[REQUIRED ACTION]
The required result is each line of the entries below containing the string "service".

Collected data entries
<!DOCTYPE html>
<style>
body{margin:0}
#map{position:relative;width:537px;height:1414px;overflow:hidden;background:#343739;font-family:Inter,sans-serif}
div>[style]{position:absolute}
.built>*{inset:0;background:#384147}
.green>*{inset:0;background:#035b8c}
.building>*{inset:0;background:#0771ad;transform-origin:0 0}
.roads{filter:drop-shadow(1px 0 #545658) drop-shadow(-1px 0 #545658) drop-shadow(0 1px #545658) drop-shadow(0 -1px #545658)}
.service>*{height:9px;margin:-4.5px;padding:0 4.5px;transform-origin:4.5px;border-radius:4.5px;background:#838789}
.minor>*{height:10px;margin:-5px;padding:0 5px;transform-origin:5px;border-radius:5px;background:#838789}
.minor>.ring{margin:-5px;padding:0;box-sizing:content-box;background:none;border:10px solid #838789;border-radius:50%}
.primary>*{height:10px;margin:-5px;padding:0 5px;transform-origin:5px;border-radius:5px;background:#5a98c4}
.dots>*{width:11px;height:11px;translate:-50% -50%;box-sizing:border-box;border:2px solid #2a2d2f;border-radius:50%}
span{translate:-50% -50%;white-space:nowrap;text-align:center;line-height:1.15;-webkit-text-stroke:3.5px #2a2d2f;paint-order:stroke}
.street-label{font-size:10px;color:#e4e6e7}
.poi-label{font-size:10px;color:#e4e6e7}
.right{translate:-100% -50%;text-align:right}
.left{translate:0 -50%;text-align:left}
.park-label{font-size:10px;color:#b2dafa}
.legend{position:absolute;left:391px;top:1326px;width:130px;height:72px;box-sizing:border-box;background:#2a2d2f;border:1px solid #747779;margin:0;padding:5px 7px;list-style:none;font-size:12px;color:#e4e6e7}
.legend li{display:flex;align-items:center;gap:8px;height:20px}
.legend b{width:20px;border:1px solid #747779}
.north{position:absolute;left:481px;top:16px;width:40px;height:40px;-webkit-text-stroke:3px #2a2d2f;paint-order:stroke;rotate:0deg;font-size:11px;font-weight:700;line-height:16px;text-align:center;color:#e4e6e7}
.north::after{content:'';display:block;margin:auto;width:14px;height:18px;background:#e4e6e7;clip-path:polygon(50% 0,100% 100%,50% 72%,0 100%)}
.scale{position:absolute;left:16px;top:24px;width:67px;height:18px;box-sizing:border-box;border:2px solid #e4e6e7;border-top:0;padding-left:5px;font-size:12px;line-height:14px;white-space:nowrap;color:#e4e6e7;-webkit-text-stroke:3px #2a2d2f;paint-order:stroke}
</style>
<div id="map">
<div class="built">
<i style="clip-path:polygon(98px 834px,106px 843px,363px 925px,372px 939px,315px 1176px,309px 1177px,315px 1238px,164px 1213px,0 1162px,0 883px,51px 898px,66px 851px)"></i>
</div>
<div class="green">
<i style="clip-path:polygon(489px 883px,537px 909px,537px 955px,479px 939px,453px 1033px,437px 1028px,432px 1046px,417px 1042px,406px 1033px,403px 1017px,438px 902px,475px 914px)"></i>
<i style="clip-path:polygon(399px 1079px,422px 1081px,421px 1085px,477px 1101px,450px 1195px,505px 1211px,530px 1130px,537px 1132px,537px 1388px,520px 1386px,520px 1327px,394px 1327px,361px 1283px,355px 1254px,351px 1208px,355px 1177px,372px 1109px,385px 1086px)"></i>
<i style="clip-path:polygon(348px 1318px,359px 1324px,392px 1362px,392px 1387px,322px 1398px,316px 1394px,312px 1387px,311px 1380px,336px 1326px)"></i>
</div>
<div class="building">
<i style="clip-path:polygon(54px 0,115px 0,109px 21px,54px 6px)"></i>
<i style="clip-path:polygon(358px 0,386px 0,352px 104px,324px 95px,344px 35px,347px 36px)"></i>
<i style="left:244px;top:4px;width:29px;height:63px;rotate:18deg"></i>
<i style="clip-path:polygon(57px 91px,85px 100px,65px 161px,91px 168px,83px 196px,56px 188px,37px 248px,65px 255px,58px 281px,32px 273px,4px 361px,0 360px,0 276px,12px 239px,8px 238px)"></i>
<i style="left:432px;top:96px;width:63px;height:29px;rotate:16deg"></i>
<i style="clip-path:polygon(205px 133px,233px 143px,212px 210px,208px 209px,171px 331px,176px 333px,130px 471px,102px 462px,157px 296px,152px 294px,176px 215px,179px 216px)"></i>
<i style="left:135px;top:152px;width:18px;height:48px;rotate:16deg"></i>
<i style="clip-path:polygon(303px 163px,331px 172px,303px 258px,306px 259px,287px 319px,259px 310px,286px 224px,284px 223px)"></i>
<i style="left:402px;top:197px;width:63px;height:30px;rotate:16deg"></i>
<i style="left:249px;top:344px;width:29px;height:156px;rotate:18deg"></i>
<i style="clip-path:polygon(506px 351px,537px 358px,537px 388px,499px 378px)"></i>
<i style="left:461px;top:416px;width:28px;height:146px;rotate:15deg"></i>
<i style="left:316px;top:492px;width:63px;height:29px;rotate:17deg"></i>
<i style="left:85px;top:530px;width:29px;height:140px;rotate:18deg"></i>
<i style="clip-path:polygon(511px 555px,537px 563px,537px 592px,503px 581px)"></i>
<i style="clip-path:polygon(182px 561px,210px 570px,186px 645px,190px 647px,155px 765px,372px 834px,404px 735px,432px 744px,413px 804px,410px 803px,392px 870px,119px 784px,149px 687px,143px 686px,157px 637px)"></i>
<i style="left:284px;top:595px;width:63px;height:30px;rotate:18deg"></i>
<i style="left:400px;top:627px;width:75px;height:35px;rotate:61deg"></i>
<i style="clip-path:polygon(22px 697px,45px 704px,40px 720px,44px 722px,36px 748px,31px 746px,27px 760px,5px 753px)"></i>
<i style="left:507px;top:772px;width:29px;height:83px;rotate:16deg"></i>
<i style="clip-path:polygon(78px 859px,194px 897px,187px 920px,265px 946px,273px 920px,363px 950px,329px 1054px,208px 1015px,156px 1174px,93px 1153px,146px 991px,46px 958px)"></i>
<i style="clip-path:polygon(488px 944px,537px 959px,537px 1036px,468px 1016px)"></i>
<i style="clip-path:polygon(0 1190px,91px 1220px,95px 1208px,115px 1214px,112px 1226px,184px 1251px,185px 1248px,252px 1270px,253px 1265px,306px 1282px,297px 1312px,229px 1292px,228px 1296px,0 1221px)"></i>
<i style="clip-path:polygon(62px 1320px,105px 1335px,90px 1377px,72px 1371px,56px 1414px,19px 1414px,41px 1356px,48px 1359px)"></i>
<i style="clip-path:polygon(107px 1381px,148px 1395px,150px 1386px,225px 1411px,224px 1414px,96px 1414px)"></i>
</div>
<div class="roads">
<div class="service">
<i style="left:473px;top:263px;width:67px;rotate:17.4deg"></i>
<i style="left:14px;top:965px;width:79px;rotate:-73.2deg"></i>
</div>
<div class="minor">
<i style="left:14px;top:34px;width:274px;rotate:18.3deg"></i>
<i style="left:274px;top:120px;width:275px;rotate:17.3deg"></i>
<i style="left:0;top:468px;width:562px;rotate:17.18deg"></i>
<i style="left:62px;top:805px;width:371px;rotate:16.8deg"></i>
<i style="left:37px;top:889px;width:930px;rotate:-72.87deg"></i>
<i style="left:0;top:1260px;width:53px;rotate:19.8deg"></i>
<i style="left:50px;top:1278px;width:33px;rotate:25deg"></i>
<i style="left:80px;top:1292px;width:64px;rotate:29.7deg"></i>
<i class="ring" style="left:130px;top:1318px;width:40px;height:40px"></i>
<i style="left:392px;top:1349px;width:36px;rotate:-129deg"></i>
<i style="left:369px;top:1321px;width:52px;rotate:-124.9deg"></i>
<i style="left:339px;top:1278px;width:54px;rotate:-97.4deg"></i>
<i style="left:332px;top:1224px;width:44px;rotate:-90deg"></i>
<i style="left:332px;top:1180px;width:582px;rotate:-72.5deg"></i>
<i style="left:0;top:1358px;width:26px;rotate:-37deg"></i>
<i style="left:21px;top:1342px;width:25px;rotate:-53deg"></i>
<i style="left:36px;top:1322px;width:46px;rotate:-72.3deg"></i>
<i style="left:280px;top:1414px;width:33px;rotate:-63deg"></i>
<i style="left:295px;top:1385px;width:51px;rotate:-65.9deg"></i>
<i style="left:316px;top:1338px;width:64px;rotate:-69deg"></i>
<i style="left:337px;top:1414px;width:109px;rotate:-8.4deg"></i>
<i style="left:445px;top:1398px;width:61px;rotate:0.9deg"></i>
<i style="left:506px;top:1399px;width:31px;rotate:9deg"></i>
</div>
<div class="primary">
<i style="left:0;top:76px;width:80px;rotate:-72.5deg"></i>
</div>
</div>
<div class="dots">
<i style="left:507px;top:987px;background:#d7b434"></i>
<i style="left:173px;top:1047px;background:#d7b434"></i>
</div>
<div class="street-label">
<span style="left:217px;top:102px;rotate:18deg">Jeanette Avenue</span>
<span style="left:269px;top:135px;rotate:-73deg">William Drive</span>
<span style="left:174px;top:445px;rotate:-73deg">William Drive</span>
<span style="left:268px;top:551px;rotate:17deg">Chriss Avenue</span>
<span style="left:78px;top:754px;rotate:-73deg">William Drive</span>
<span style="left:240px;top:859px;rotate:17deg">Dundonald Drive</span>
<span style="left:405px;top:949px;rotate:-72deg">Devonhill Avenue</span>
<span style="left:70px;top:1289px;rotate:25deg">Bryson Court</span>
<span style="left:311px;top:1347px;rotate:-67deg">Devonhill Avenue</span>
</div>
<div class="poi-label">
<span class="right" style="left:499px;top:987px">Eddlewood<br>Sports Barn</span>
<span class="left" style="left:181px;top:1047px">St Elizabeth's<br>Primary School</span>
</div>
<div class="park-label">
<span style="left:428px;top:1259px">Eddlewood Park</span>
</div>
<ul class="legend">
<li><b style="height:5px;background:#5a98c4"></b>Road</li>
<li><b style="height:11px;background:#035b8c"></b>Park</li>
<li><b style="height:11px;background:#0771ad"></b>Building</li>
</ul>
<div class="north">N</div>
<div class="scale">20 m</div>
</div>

[ANSWER BOX]
.service>*{height:9px;margin:-4.5px;padding:0 4.5px;transform-origin:4.5px;border-radius:4.5px;background:#838789}
<div class="service">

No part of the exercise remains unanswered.